Specifically, the owners of these cameras may own the hardware, but cannot use it because they do not own nor control the software that runs it.
Richard Stallman predicted this decades ago. Regardless of what you think of him, he was the first person to come up with the idea of free open-source software expressly to give users the ability to (quoting) "control the program and what it does for them. When users don't control the program, we call it a 'nonfree' or 'proprietary' program.

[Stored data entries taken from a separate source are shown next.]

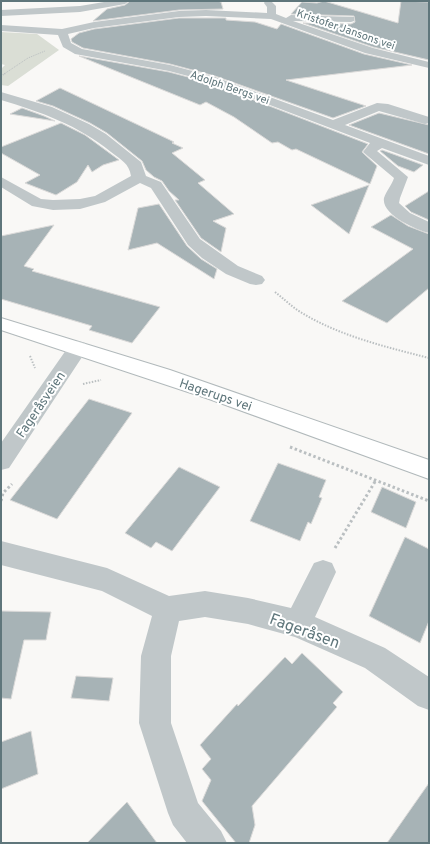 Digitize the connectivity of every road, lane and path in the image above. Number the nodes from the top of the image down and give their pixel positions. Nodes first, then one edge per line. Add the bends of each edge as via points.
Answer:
1 (125, 1) edge
2 (268, 1) edge
3 (1, 13) edge
4 (277, 18) junction
5 (351, 19) dead end
6 (1, 28) edge
7 (62, 32) junction
8 (50, 49) dead end
9 (429, 65) edge
10 (1, 76) edge
11 (1, 96) edge
12 (425, 120) dead end
13 (333, 125) junction
14 (380, 143) junction
15 (429, 161) edge
16 (139, 178) junction
17 (1, 181) edge
18 (429, 228) edge
19 (256, 280) joint
20 (1, 324) edge
21 (78, 348) junction
22 (429, 358) edge
23 (1, 460) edge
24 (429, 470) edge
25 (376, 480) dead end
26 (1, 553) edge
27 (324, 572) joint
28 (168, 610) junction
29 (298, 624) junction
30 (429, 695) edge
31 (209, 843) edge

1 - 3 street via 80,9
2 - 4 street
4 - 5 street
4 - 7 street via 213,13 179,14
4 - 9 street, Kristofer Jansons vei via 356,47
6 - 7 street
7 - 13 street, Adolph Bergs vei via 68,45 79,52 211,78
8 - 10 path via 28,58
11 - 16 street via 48,110 101,137 136,165
12 - 13 street via 377,107
13 - 14 street, Adolph Bergs vei
14 - 15 street, Adolph Bergs vei
14 - 18 street via 370,152 401,177 392,204 401,214
16 - 17 street via 100,199 80,204 53,205 37,203
16 - 19 street via 156,185 194,242 227,272
19 - 22 path via 321,322 385,347
20 - 21 main road, Hagerups vei
21 - 23 street, Fageråsveien
21 - 24 main road, Hagerups vei via 287,418
25 - 27 path via 341,536
26 - 28 street via 107,580
27 - 29 street
28 - 29 street, Fageråsen via 204,604 248,611
28 - 31 street via 156,656 155,723 185,813
29 - 30 street, Fageråsen via 376,658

The nonfree program controls the users, and the developer controls the program."[a]
Not that I disagree but in this case it seems to be mostly about "free" cloud storage ending:
> Starting April 1, the company would no longer support models that included no-fee seven-day rolling storage of video clips—a well-advertised selling point.
And cameras were still being able to be used with external storage
> Instead, Arlo device owners could upgrade to one of the company’s paid plans, starting at $13 a month or buy an add-on device to store videos.

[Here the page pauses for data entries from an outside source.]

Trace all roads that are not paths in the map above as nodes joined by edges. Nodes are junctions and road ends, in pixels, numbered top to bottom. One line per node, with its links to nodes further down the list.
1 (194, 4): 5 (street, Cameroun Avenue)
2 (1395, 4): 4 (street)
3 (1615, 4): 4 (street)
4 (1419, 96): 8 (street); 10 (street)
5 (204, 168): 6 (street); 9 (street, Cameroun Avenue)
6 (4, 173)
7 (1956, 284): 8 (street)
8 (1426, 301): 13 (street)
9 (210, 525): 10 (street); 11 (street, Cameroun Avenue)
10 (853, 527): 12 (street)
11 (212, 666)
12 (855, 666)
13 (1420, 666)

Which is... exactly what you'd have to do with fully open source system anyway, buy a box to store it or pay someone for storage.

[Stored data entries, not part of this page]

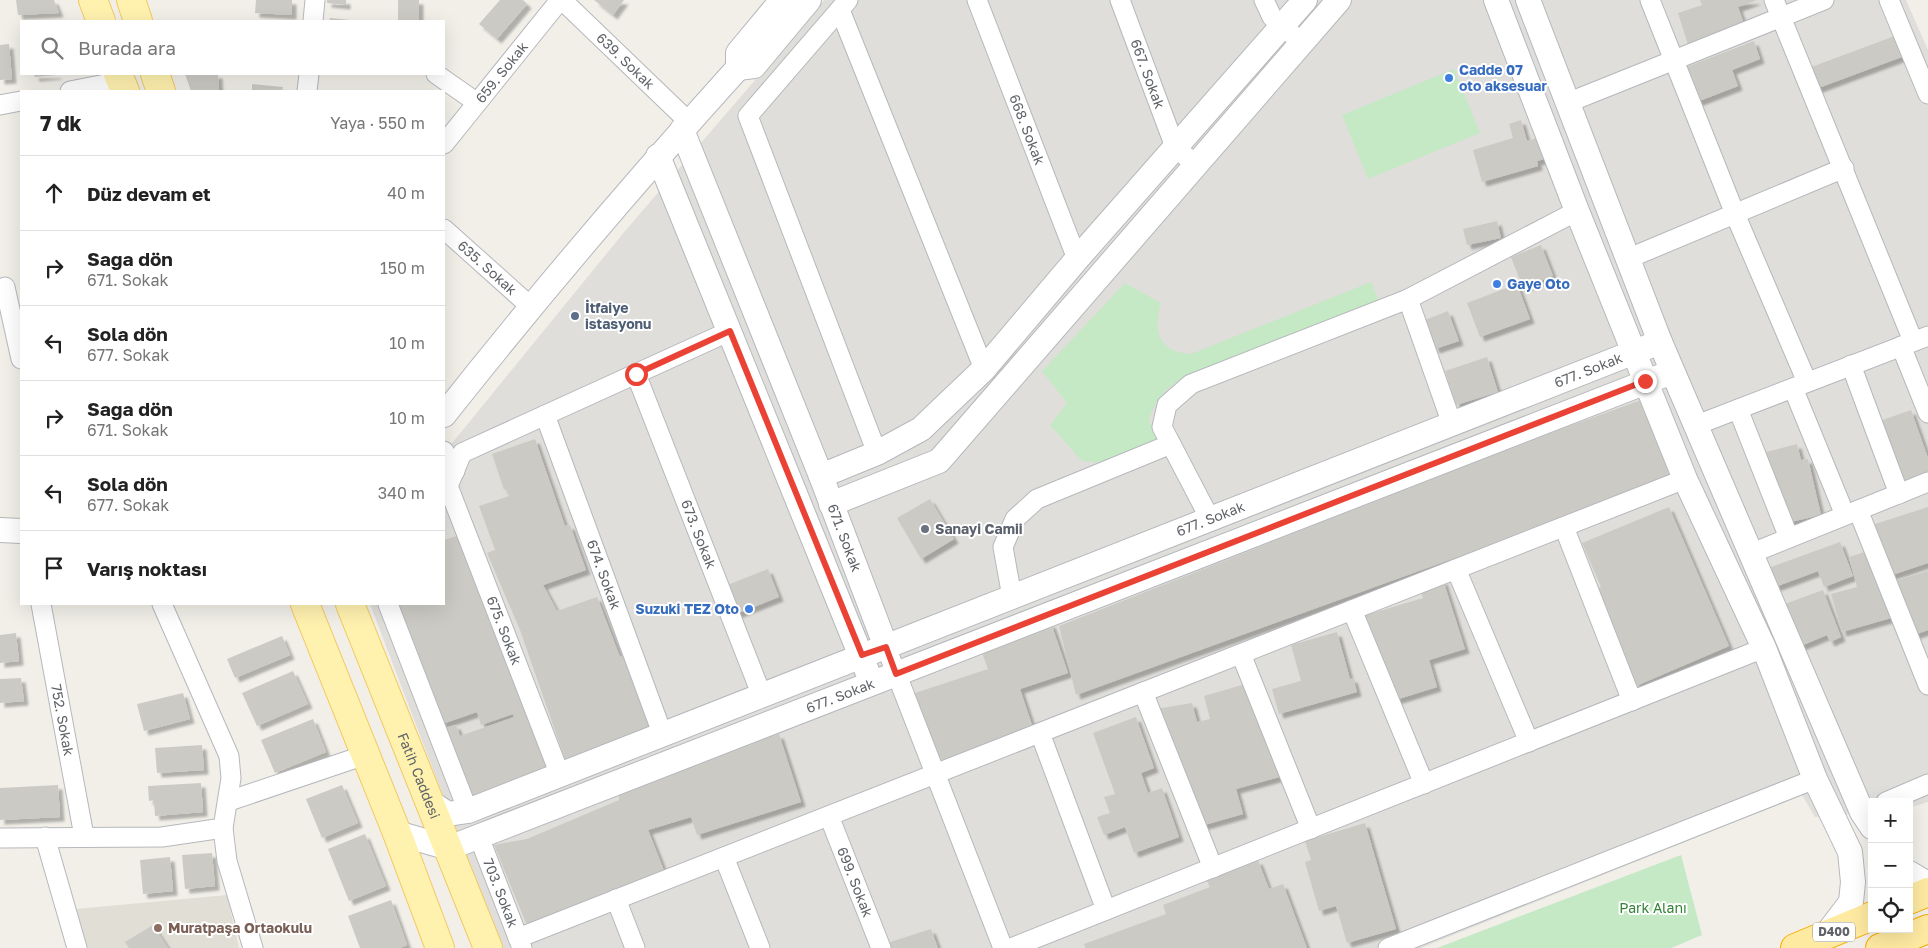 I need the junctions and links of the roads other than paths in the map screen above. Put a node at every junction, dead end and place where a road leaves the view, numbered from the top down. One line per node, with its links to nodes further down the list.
1 (94, 0): 19 (main road)
2 (131, 0): 20 (main road)
3 (315, 0): 21 (street)
4 (561, 0): 35 (street, 659. Sokak); 38 (street, 639. Sokak)
5 (782, 0): 25 (street)
6 (810, 0): 25 (street)
7 (977, 0): 47 (street, 668. Sokak)
8 (1120, 0): 40 (street, 667. Sokak)
9 (1264, 0): 22 (street)
10 (1305, 0): 22 (street)
11 (1339, 0): 23 (street)
12 (1496, 0): 44 (street)
13 (1528, 0): 36 (street)
14 (1650, 0): 24 (street)
15 (1824, 0): 18 (street)
16 (1889, 0): 33 (street)
17 (844, 5): 58 (street); 70 (street)
18 (1778, 8): 24 (street); 43 (street)
19 (101, 20)
20 (138, 20)
21 (313, 20)
22 (1281, 27): 23 (street); 40 (street)
23 (1302, 43): 42 (street)
24 (1673, 61): 36 (street); 45 (street)
25 (738, 68): 38 (street)
26 (155, 75): 31 (main road)
27 (309, 75): 32 (street)
28 (437, 75): 35 (street)
29 (121, 82): 30 (street)
30 (76, 90)
31 (161, 90)
32 (307, 90)
33 (1928, 94)
34 (20, 101): 37 (street)
35 (476, 102): 39 (street, 659. Sokak)
36 (1567, 103): 48 (street)
37 (0, 105)
38 (685, 126): 41 (street); 73 (street, 671. Sokak)
39 (445, 143)
40 (1175, 147): 42 (street); 47 (street)
41 (658, 156): 51 (street); 52 (street, 671. Sokak)
42 (1197, 166): 78 (street)
43 (1844, 168): 45 (street); 53 (street)
44 (1577, 211): 50 (street); 55 (street)
45 (1735, 214): 48 (street); 62 (street)
46 (445, 230): 51 (street, 635. Sokak)
47 (1077, 259): 58 (street)
48 (1627, 259): 54 (street)
49 (9, 287): 56 (street)
50 (1408, 299): 67 (street); 69 (street)
51 (530, 306): 65 (street)
52 (730, 331): 60 (street); 98 (street, 671. Sokak)
53 (1914, 341): 57 (street); 64 (street)
54 (1660, 342): 55 (street, 677. Sokak); 59 (street)
55 (1634, 352): 61 (street); 67 (street, 677. Sokak)
56 (20, 353)
57 (1851, 366): 62 (street); 77 (street)
58 (984, 369): 70 (street)
59 (1672, 372): 61 (street, 677. Sokak); 68 (street)
60 (636, 374): 66 (street); 103 (street, 673. Sokak)
61 (1645, 381): 74 (street); 99 (street, 677. Sokak)
62 (1800, 385): 63 (street); 79 (street)
63 (1738, 409): 68 (street); 84 (street)
64 (1928, 413)
65 (445, 414)
66 (545, 415): 75 (street); 105 (street, 674. Sokak)
67 (1452, 424): 80 (street, 677. Sokak)
68 (1694, 426): 72 (street)
69 (1171, 444): 80 (street); 87 (street)
70 (877, 453): 73 (street)
71 (445, 457): 75 (street, 675. Sokak)
72 (1713, 468): 74 (street); 85 (street)
73 (821, 476): 78 (street, 671. Sokak)
74 (1685, 479): 81 (street); 96 (street)
75 (449, 482): 110 (street, 675. Sokak)
76 (1928, 482): 77 (street)
77 (1898, 494): 79 (street)
78 (831, 504): 95 (street, 671. Sokak)
79 (1851, 513): 84 (street); 101 (street)
80 (1210, 519): 87 (street, 677. Sokak)
81 (1564, 527): 86 (street); 104 (street)
82 (0, 530): 83 (street)
83 (20, 531)
84 (1790, 538): 85 (street)
85 (1752, 553): 94 (street)
86 (1456, 569): 93 (street); 107 (street)
87 (1012, 597): 95 (street, 677. Sokak)
88 (41, 605): 123 (street, 752. Sokak)
89 (162, 605): 115 (street)
90 (305, 605): 108 (main road)
91 (350, 605): 116 (main road, Fatih Caddesi)
92 (388, 605): 117 (street)
93 (1352, 610): 97 (street); 112 (street)
94 (1788, 638): 96 (street); 119 (street)
95 (886, 647): 98 (street, 677. Sokak); 99 (street, 671. Sokak)
96 (1764, 648): 104 (street); 111 (street)
97 (1241, 654): 102 (street); 121 (street)
98 (862, 655): 100 (street, 671. Sokak); 103 (street, 677. Sokak)
99 (896, 674): 100 (street, 677. Sokak); 109 (street, 671. Sokak)
100 (872, 684): 125 (street, 677. Sokak)
101 (1928, 685)
102 (1143, 692): 106 (street); 129 (street)
103 (762, 696): 105 (street, 677. Sokak)
104 (1632, 701): 107 (street)
105 (662, 733): 110 (street, 677. Sokak)
106 (1040, 733): 109 (street); 135 (street)
107 (1529, 742): 112 (street)
108 (365, 755): 115 (street); 122 (main road)
109 (935, 774): 118 (street); 147 (street, 671. Sokak)
110 (560, 775): 117 (street, 677. Sokak)
111 (1815, 779): 138 (street); 149 (street)
112 (1424, 784): 121 (street)
113 (1928, 784): 114 (street)
114 (1895, 798)
115 (229, 801): 120 (street)
116 (428, 801): 117 (street, 677. Sokak); 127 (main road, Fatih Caddesi)
117 (468, 811)
118 (829, 816): 128 (street); 146 (street, 699. Sokak)
119 (1868, 816)
120 (223, 828): 123 (street); 141 (street)
121 (1311, 829): 129 (street)
122 (397, 833): 127 (street); 142 (main road)
123 (84, 836): 124 (street)
124 (45, 837): 126 (street); 140 (street)
125 (479, 837): 127 (street, 677. Sokak); 139 (street, 703. Sokak)
126 (0, 838)
127 (449, 848): 143 (main road, Fatih Caddesi)
128 (724, 857): 134 (street); 145 (street)
129 (1213, 868): 135 (street)
130 (1913, 875): 131 (street)
131 (1928, 884)
132 (1928, 892): 133 (highway)
133 (1913, 898)
134 (616, 900): 139 (street); 144 (street)
135 (1106, 910): 148 (street)
136 (1868, 918): 138 (highway, D400)
137 (1928, 929): 151 (highway)
138 (1826, 935): 150 (highway, D400)
139 (520, 943)
140 (77, 948)
141 (253, 948)
142 (440, 948)
143 (488, 948)
144 (635, 948)
145 (760, 948)
146 (881, 948)
147 (1004, 948)
148 (1011, 948)
149 (1388, 948)
150 (1795, 948)
151 (1880, 948)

A lot of people advocate for traditional cameras gaining some sort of smart interface to facilitate sharing or some other such features.
What they don't understand is that traditional cameras work extremely well with their dedicated but seemingly outdated interfaces, and moreover, they prevent things like this from happening. Replaceable batteries, replaceable storage, and "primitive" but exceptionally functional firmware makes it so that you can still pick up an 8-year old camera like the Nikon D7200 and produce shots that have the same quality as today's cameras without worrying about it not being supported (because it's essentially a complete product).
"smart" televisions just means long boot times and... intrusion.
Why would smart cameras end up any different?
I will say the DSLRs understand the necessity of immediacy - turn it on and take a shot.
(well, there is the "turn it on" part)
Honestly I don't know why phone cameras haven't understood the immediacy thing. why not dedicate one button to ALWAYS take a picture, getting the shot even at the expense of accidental shots.
Not sure how better usability wrt to sharing from the camera would ensure that this kind of thing never happens.
I think cameras tend to work well over time because that's the expectation of the manufacturers and the purchasers, and photographers would rebel en masse otherwise.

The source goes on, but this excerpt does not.